== WHAT IS EXPECTED ==
Which lines below contain the word "Whitehall"? Copy each of them.
##### RECORDS SHOWN
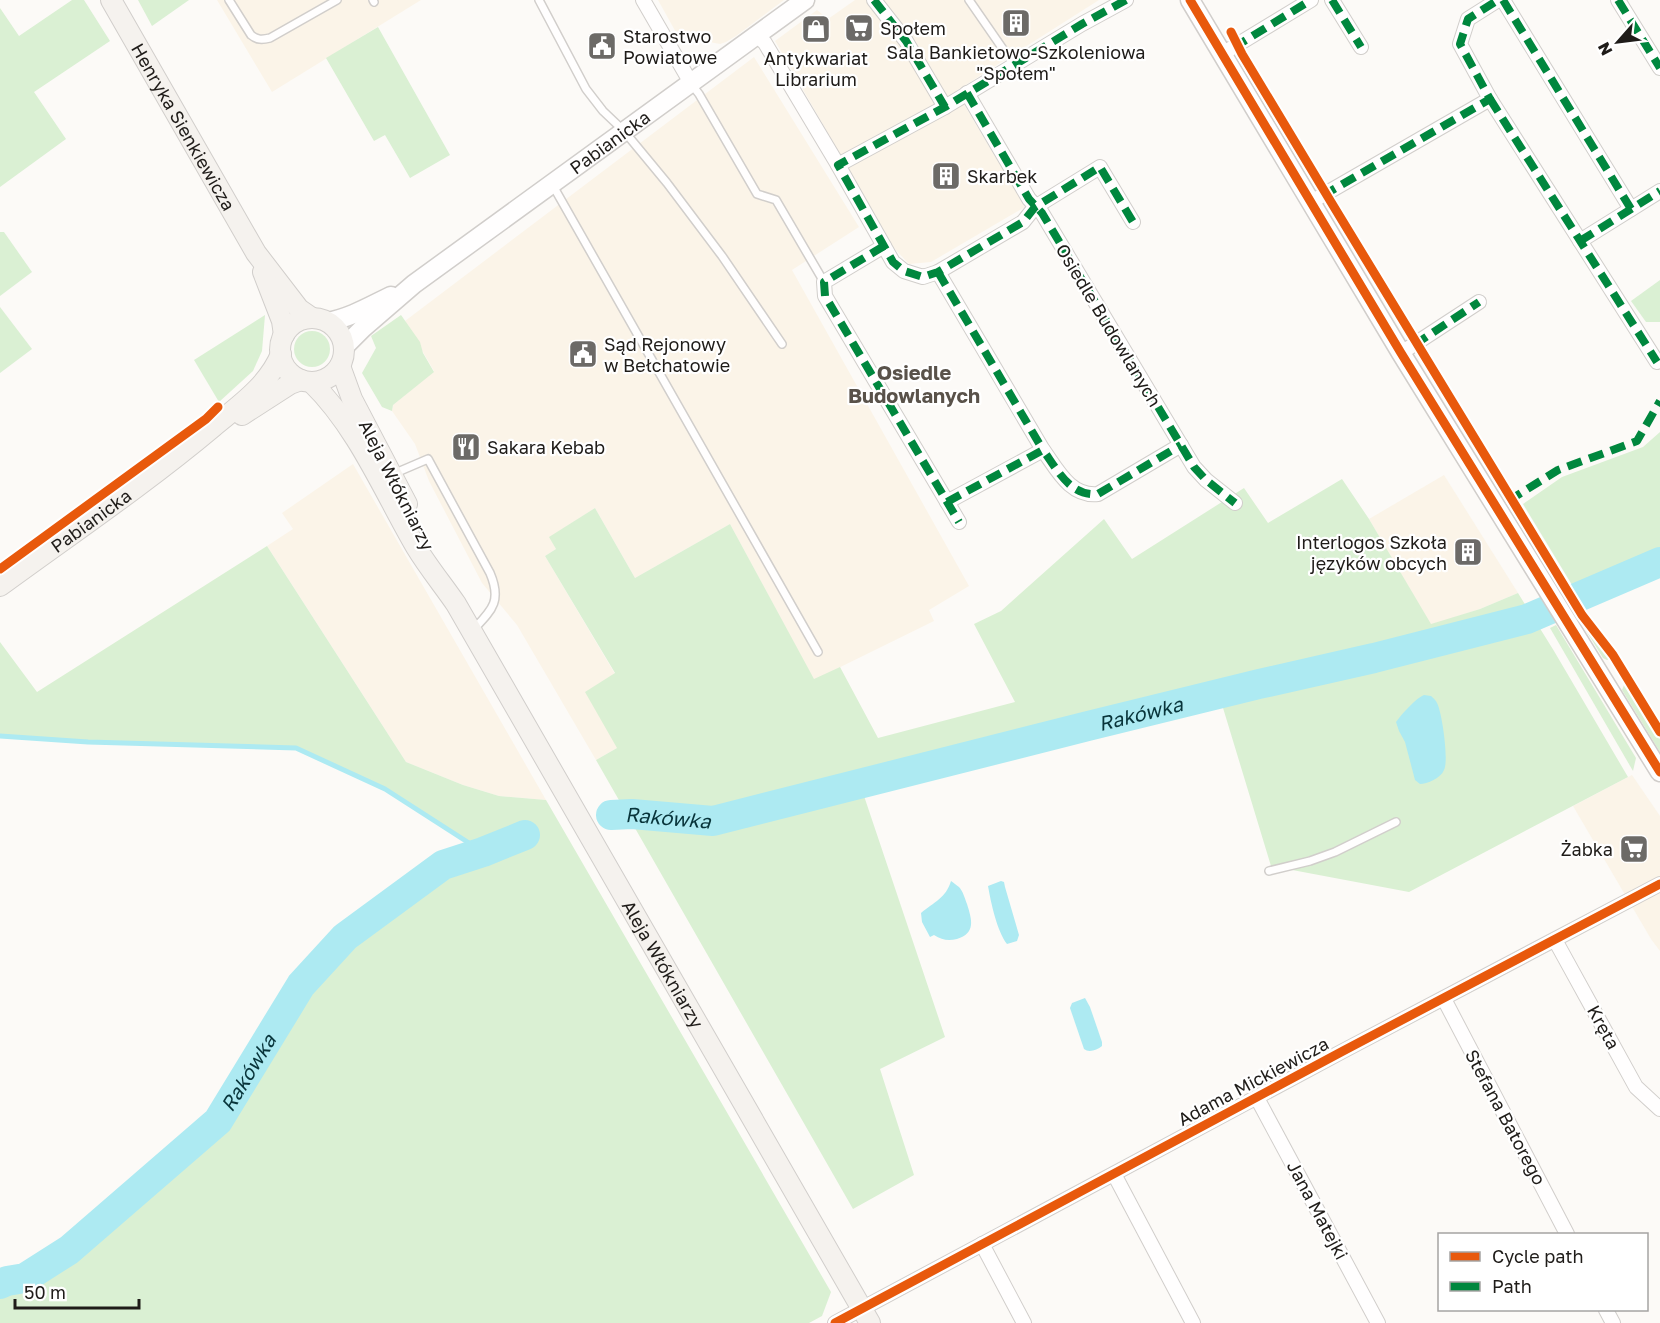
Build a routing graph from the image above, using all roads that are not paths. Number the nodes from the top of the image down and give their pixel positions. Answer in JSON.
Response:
{"nodes":[{"id":1,"x":229,"y":0,"type":"edge"},
{"id":2,"x":337,"y":0,"type":"edge"},
{"id":3,"x":539,"y":0,"type":"edge"},
{"id":4,"x":643,"y":0,"type":"edge"},
{"id":5,"x":805,"y":0,"type":"edge"},
{"id":6,"x":874,"y":0,"type":"edge"},
{"id":7,"x":969,"y":0,"type":"edge"},
{"id":8,"x":1126,"y":0,"type":"edge"},
{"id":9,"x":1190,"y":0,"type":"edge"},
{"id":10,"x":1311,"y":0,"type":"edge"},
{"id":11,"x":1332,"y":0,"type":"edge"},
{"id":12,"x":1497,"y":0,"type":"edge"},
{"id":13,"x":1503,"y":0,"type":"edge"},
{"id":14,"x":1618,"y":0,"type":"edge"},
{"id":15,"x":111,"y":1,"type":"edge"},
{"id":16,"x":757,"y":35,"type":"junction"},
{"id":17,"x":1361,"y":47,"type":"dead end"},
{"id":18,"x":1005,"y":52,"type":"dead end"},
{"id":19,"x":1222,"y":54,"type":"junction"},
{"id":20,"x":1660,"y":68,"type":"edge"},
{"id":21,"x":691,"y":83,"type":"junction"},
{"id":22,"x":967,"y":93,"type":"junction"},
{"id":23,"x":1490,"y":99,"type":"junction"},
{"id":24,"x":945,"y":107,"type":"junction"},
{"id":25,"x":624,"y":130,"type":"junction"},
{"id":26,"x":838,"y":165,"type":"junction"},
{"id":27,"x":552,"y":184,"type":"junction"},
{"id":28,"x":1660,"y":191,"type":"edge"},
{"id":29,"x":1311,"y":202,"type":"junction"},
{"id":30,"x":1035,"y":207,"type":"junction"},
{"id":31,"x":1631,"y":209,"type":"junction"},
{"id":32,"x":1133,"y":222,"type":"dead end"},
{"id":33,"x":1580,"y":241,"type":"junction"},
{"id":34,"x":884,"y":246,"type":"junction"},
{"id":35,"x":256,"y":253,"type":"junction"},
{"id":36,"x":938,"y":272,"type":"junction"},
{"id":37,"x":824,"y":282,"type":"junction"},
{"id":38,"x":414,"y":284,"type":"junction"},
{"id":39,"x":1479,"y":303,"type":"dead end"},
{"id":40,"x":320,"y":320,"type":"junction"},
{"id":41,"x":284,"y":335,"type":"junction"},
{"id":42,"x":782,"y":344,"type":"dead end"},
{"id":43,"x":1401,"y":353,"type":"junction"},
{"id":44,"x":281,"y":354,"type":"junction"},
{"id":45,"x":342,"y":357,"type":"junction"},
{"id":46,"x":1657,"y":362,"type":"dead end"},
{"id":47,"x":307,"y":381,"type":"junction"},
{"id":48,"x":1181,"y":445,"type":"junction"},
{"id":49,"x":1043,"y":450,"type":"junction"},
{"id":50,"x":182,"y":453,"type":"junction"},
{"id":51,"x":386,"y":478,"type":"junction"},
{"id":52,"x":947,"y":502,"type":"junction"},
{"id":53,"x":1235,"y":503,"type":"dead end"},
{"id":54,"x":959,"y":522,"type":"dead end"},
{"id":55,"x":0,"y":586,"type":"edge"},
{"id":56,"x":472,"y":631,"type":"junction"},
{"id":57,"x":818,"y":652,"type":"dead end"},
{"id":58,"x":1660,"y":772,"type":"edge"},
{"id":59,"x":1396,"y":822,"type":"dead end"},
{"id":60,"x":1269,"y":871,"type":"dead end"},
{"id":61,"x":1660,"y":884,"type":"edge"},
{"id":62,"x":1555,"y":940,"type":"junction"},
{"id":63,"x":1444,"y":999,"type":"junction"},
{"id":64,"x":1257,"y":1098,"type":"junction"},
{"id":65,"x":1660,"y":1109,"type":"edge"},
{"id":66,"x":1114,"y":1173,"type":"junction"},
{"id":67,"x":1566,"y":1233,"type":"edge"},
{"id":68,"x":982,"y":1244,"type":"junction"},
{"id":69,"x":866,"y":1316,"type":"edge"},
{"id":70,"x":836,"y":1323,"type":"edge"},
{"id":71,"x":1024,"y":1323,"type":"edge"},
{"id":72,"x":1193,"y":1323,"type":"edge"},
{"id":73,"x":1378,"y":1323,"type":"edge"}],
"edges":[{"from":1,"to":2,"type":"lane"},
{"from":3,"to":25,"type":"lane"},
{"from":4,"to":21,"type":"street"},
{"from":5,"to":16,"type":"street","name":"Pabianicka"},
{"from":6,"to":24,"type":"street"},
{"from":7,"to":18,"type":"lane"},
{"from":8,"to":22,"type":"street"},
{"from":9,"to":19,"type":"street"},
{"from":10,"to":19,"type":"street"},
{"from":11,"to":17,"type":"street"},
{"from":12,"to":23,"type":"street"},
{"from":13,"to":31,"type":"street"},
{"from":14,"to":20,"type":"street"},
{"from":15,"to":35,"type":"main road","name":"Henryka Sienkiewicza"},
{"from":16,"to":21,"type":"street","name":"Pabianicka"},
{"from":16,"to":26,"type":"street"},
{"from":19,"to":29,"type":"street"},
{"from":21,"to":25,"type":"street","name":"Pabianicka"},
{"from":21,"to":37,"type":"lane"},
{"from":22,"to":24,"type":"street"},
{"from":22,"to":30,"type":"street","name":"Osiedle Budowlanych"},
{"from":23,"to":29,"type":"street"},
{"from":23,"to":33,"type":"street"},
{"from":24,"to":26,"type":"street"},
{"from":25,"to":27,"type":"street","name":"Pabianicka"},
{"from":25,"to":42,"type":"lane"},
{"from":26,"to":34,"type":"street"},
{"from":27,"to":38,"type":"street","name":"Pabianicka"},
{"from":27,"to":57,"type":"lane"},
{"from":28,"to":31,"type":"street"},
{"from":29,"to":43,"type":"street"},
{"from":30,"to":32,"type":"street"},
{"from":30,"to":36,"type":"street"},
{"from":30,"to":48,"type":"street","name":"Osiedle Budowlanych"},
{"from":31,"to":33,"type":"street"},
{"from":33,"to":46,"type":"street"},
{"from":34,"to":36,"type":"street"},
{"from":34,"to":37,"type":"street"},
{"from":35,"to":40,"type":"main road","name":"Henryka Sienkiewicza"},
{"from":35,"to":41,"type":"main road","name":"Henryka Sienkiewicza"},
{"from":36,"to":49,"type":"street"},
{"from":37,"to":52,"type":"street"},
{"from":38,"to":40,"type":"street","name":"Pabianicka"},
{"from":38,"to":45,"type":"street","name":"Pabianicka"},
{"from":39,"to":43,"type":"street"},
{"from":40,"to":41,"type":"main road"},
{"from":40,"to":45,"type":"main road"},
{"from":41,"to":44,"type":"main road"},
{"from":43,"to":58,"type":"street"},
{"from":44,"to":47,"type":"main road"},
{"from":44,"to":50,"type":"main road","name":"Pabianicka"},
{"from":45,"to":47,"type":"main road"},
{"from":45,"to":51,"type":"main road","name":"Aleja Włókniarzy"},
{"from":47,"to":50,"type":"main road","name":"Pabianicka"},
{"from":47,"to":51,"type":"main road","name":"Aleja Włókniarzy"},
{"from":48,"to":49,"type":"street"},
{"from":48,"to":53,"type":"street","name":"Osiedle Budowlanych"},
{"from":49,"to":52,"type":"street"},
{"from":50,"to":55,"type":"main road","name":"Pabianicka"},
{"from":51,"to":56,"type":"main road","name":"Aleja Włókniarzy"},
{"from":51,"to":56,"type":"lane"},
{"from":52,"to":54,"type":"street"},
{"from":56,"to":69,"type":"main road","name":"Aleja Włókniarzy"},
{"from":59,"to":60,"type":"lane"},
{"from":61,"to":62,"type":"street","name":"Adama Mickiewicza"},
{"from":62,"to":63,"type":"street","name":"Adama Mickiewicza"},
{"from":62,"to":65,"type":"street","name":"Kręta"},
{"from":63,"to":64,"type":"street","name":"Adama Mickiewicza"},
{"from":63,"to":67,"type":"street","name":"Stefana Batorego"},
{"from":64,"to":66,"type":"street","name":"Adama Mickiewicza"},
{"from":64,"to":73,"type":"street","name":"Jana Matejki"},
{"from":66,"to":68,"type":"street","name":"Adama Mickiewicza"},
{"from":66,"to":72,"type":"street"},
{"from":68,"to":69,"type":"street","name":"Adama Mickiewicza"},
{"from":68,"to":71,"type":"street"},
{"from":69,"to":70,"type":"street","name":"Adama Mickiewicza"}]}
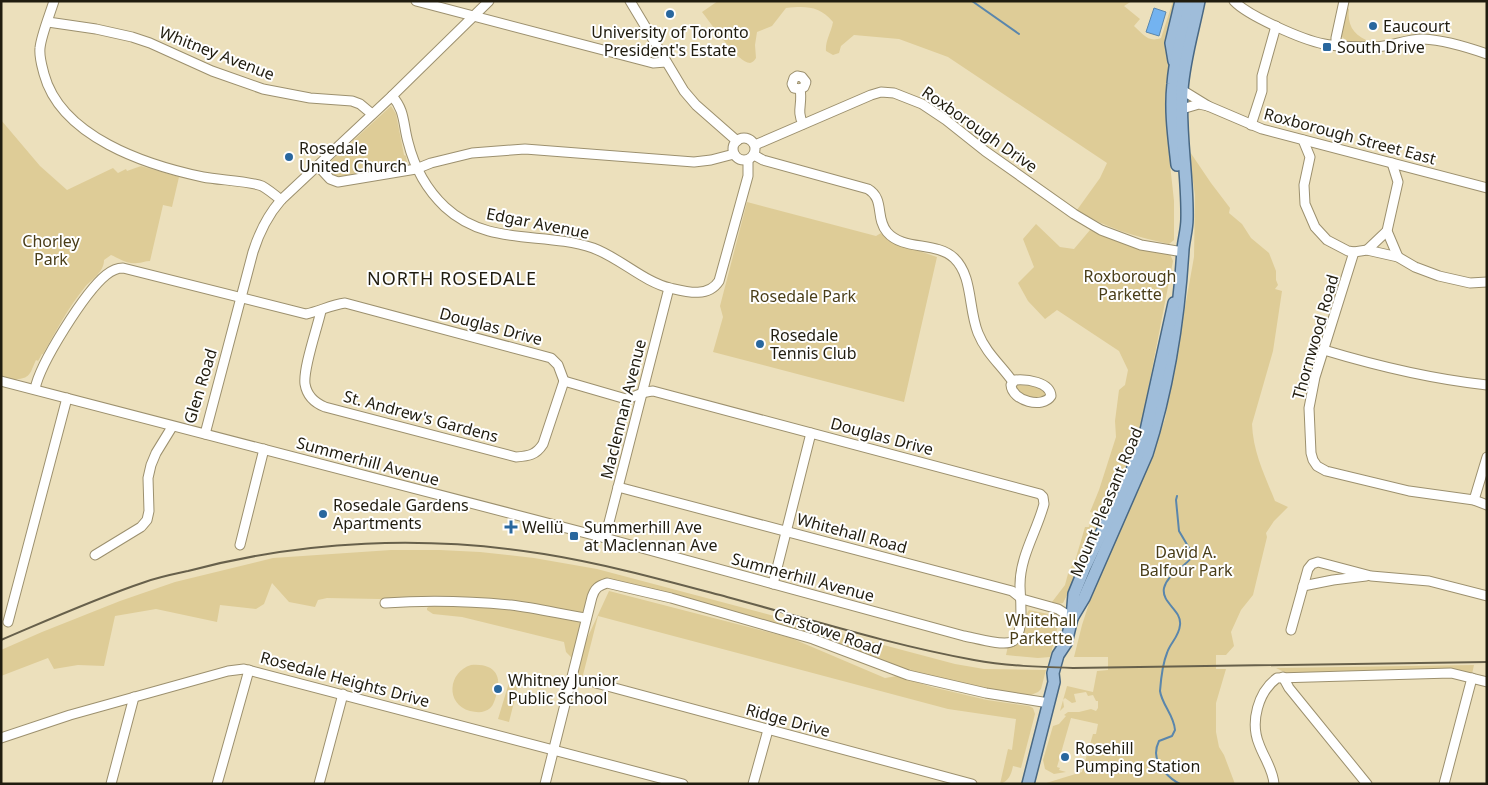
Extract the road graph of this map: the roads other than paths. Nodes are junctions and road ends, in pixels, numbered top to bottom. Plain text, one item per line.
1 (54, 1) edge
2 (416, 1) edge
3 (489, 1) edge
4 (630, 1) edge
5 (1181, 1) edge
6 (1191, 1) edge
7 (1199, 1) edge
8 (1234, 1) edge
9 (1344, 1) edge
10 (473, 16) junction
11 (48, 22) junction
12 (1276, 26) junction
13 (1336, 45) junction
14 (1487, 54) edge
15 (666, 62) junction
16 (1175, 66) junction
17 (800, 90) dead end
18 (1182, 90) junction
19 (392, 96) junction
20 (1208, 106) junction
21 (1182, 109) junction
22 (372, 114) junction
23 (803, 124) junction
24 (1252, 125) junction
25 (1303, 140) junction
26 (737, 141) junction
27 (755, 145) junction
28 (1325, 146) junction
29 (734, 154) junction
30 (751, 157) junction
31 (1310, 157) junction
32 (1392, 164) junction
33 (318, 166) junction
34 (416, 169) junction
35 (1411, 169) junction
36 (1398, 182) junction
37 (1487, 188) edge
38 (281, 200) junction
39 (1387, 231) junction
40 (1183, 249) junction
41 (1367, 250) junction
42 (1354, 252) junction
43 (1398, 257) junction
44 (1487, 282) edge
45 (669, 288) junction
46 (241, 297) junction
47 (321, 311) junction
48 (1324, 350) junction
49 (564, 380) junction
50 (1, 381) edge
51 (1013, 382) dead end
52 (1487, 385) edge
53 (35, 389) junction
54 (642, 392) junction
55 (67, 398) junction
56 (172, 427) junction
57 (811, 433) junction
58 (205, 434) junction
59 (264, 450) junction
60 (1487, 457) edge
61 (618, 487) junction
62 (1474, 500) junction
63 (1487, 505) edge
64 (786, 531) junction
65 (605, 538) junction
66 (240, 545) dead end
67 (95, 555) dead end
68 (1371, 576) junction
69 (772, 584) junction
70 (1303, 586) junction
71 (1487, 596) edge
72 (1022, 599) junction
73 (385, 603) dead end
74 (586, 618) junction
75 (1072, 618) junction
76 (8, 622) dead end
77 (1291, 630) dead end
78 (249, 670) junction
79 (1283, 678) junction
80 (1472, 678) junction
81 (1487, 682) edge
82 (596, 684) dead end
83 (343, 694) junction
84 (134, 697) junction
85 (1049, 703) junction
86 (768, 730) junction
87 (1, 738) edge
88 (553, 749) junction
89 (111, 784) edge
90 (217, 784) edge
91 (318, 784) edge
92 (545, 784) edge
93 (683, 784) edge
94 (754, 784) edge
95 (972, 784) edge
96 (1028, 784) edge
97 (1274, 784) edge
98 (1367, 784) edge
99 (1444, 784) edge

1 - 11 street
2 - 10 street
3 - 10 street, Glen Road
4 - 15 street
5 - 16 main road
6 - 16 main road, Mount Pleasant Road
7 - 18 main road, Mount Pleasant Road
8 - 12 street
9 - 13 street
10 - 15 street
10 - 19 street, Glen Road
11 - 22 street, Whitney Avenue
11 - 38 street
12 - 13 street
12 - 24 street
13 - 14 street
15 - 26 street
16 - 40 main road, Mount Pleasant Road
17 - 23 street
18 - 20 street, Roxborough Street East
18 - 21 main road, Mount Pleasant Road
19 - 22 street, Glen Road
19 - 34 street
20 - 21 street, Roxborough Street East
20 - 24 street, Roxborough Street East
21 - 40 main road, Mount Pleasant Road
22 - 33 street, Glen Road
23 - 27 street, Roxborough Drive
23 - 40 street, Roxborough Drive
24 - 25 street, Roxborough Street East
25 - 28 street, Roxborough Street East
25 - 31 street
26 - 27 street
26 - 29 street
27 - 30 street
28 - 31 street
28 - 32 street, Roxborough Street East
29 - 30 street
29 - 34 street
30 - 45 street, Edgar Avenue
30 - 51 street
31 - 42 street
32 - 35 street, Roxborough Street East
32 - 36 street
33 - 34 street
33 - 38 street, Glen Road
34 - 45 street, Edgar Avenue
35 - 36 street
35 - 37 street, Roxborough Street East
36 - 39 street
38 - 46 street, Glen Road
39 - 41 street
39 - 43 street
40 - 75 main road, Mount Pleasant Road
41 - 42 street
41 - 43 street
42 - 48 street, Thornwood Road
43 - 44 street
45 - 54 street, Maclennan Avenue
46 - 47 street, Douglas Drive
46 - 53 street, Douglas Drive
46 - 58 street, Glen Road
47 - 49 street, Douglas Drive
47 - 49 street, St. Andrew's Gardens
48 - 52 street
48 - 62 street, Thornwood Road
49 - 54 street, Douglas Drive
50 - 53 street
53 - 55 street
54 - 57 street, Douglas Drive
54 - 61 street, Maclennan Avenue
55 - 56 street, Glen Road
55 - 76 street
56 - 58 street, Glen Road
56 - 67 street
57 - 64 street
57 - 72 street, Douglas Drive
58 - 59 street, Summerhill Avenue
59 - 65 street, Summerhill Avenue
59 - 66 street
60 - 62 street
61 - 64 street, Whitehall Road
61 - 65 street, Maclennan Avenue
62 - 63 street
64 - 69 street
64 - 72 street, Whitehall Road
65 - 69 street, Summerhill Avenue
68 - 70 street
68 - 70 street
68 - 71 street
69 - 72 street, Summerhill Avenue
70 - 77 street
72 - 75 street, Whitehall Road
73 - 74 street
74 - 85 street, Carstowe Road
74 - 88 street
75 - 85 main road, Mount Pleasant Road
78 - 83 street, Rosedale Heights Drive
78 - 84 street, Rosedale Heights Drive
78 - 90 street
79 - 80 street
79 - 97 street
79 - 98 street
80 - 81 street
80 - 99 street
82 - 86 street, Ridge Drive
83 - 88 street, Rosedale Heights Drive
83 - 91 street
84 - 87 street, Rosedale Heights Drive
84 - 89 street
85 - 96 main road, Mount Pleasant Road
86 - 94 street
86 - 95 street, Ridge Drive
88 - 92 street
88 - 93 street, Rosedale Heights Drive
##########
== WRITTEN ANSWER ==
61 - 64 street, Whitehall Road
64 - 72 street, Whitehall Road
72 - 75 street, Whitehall Road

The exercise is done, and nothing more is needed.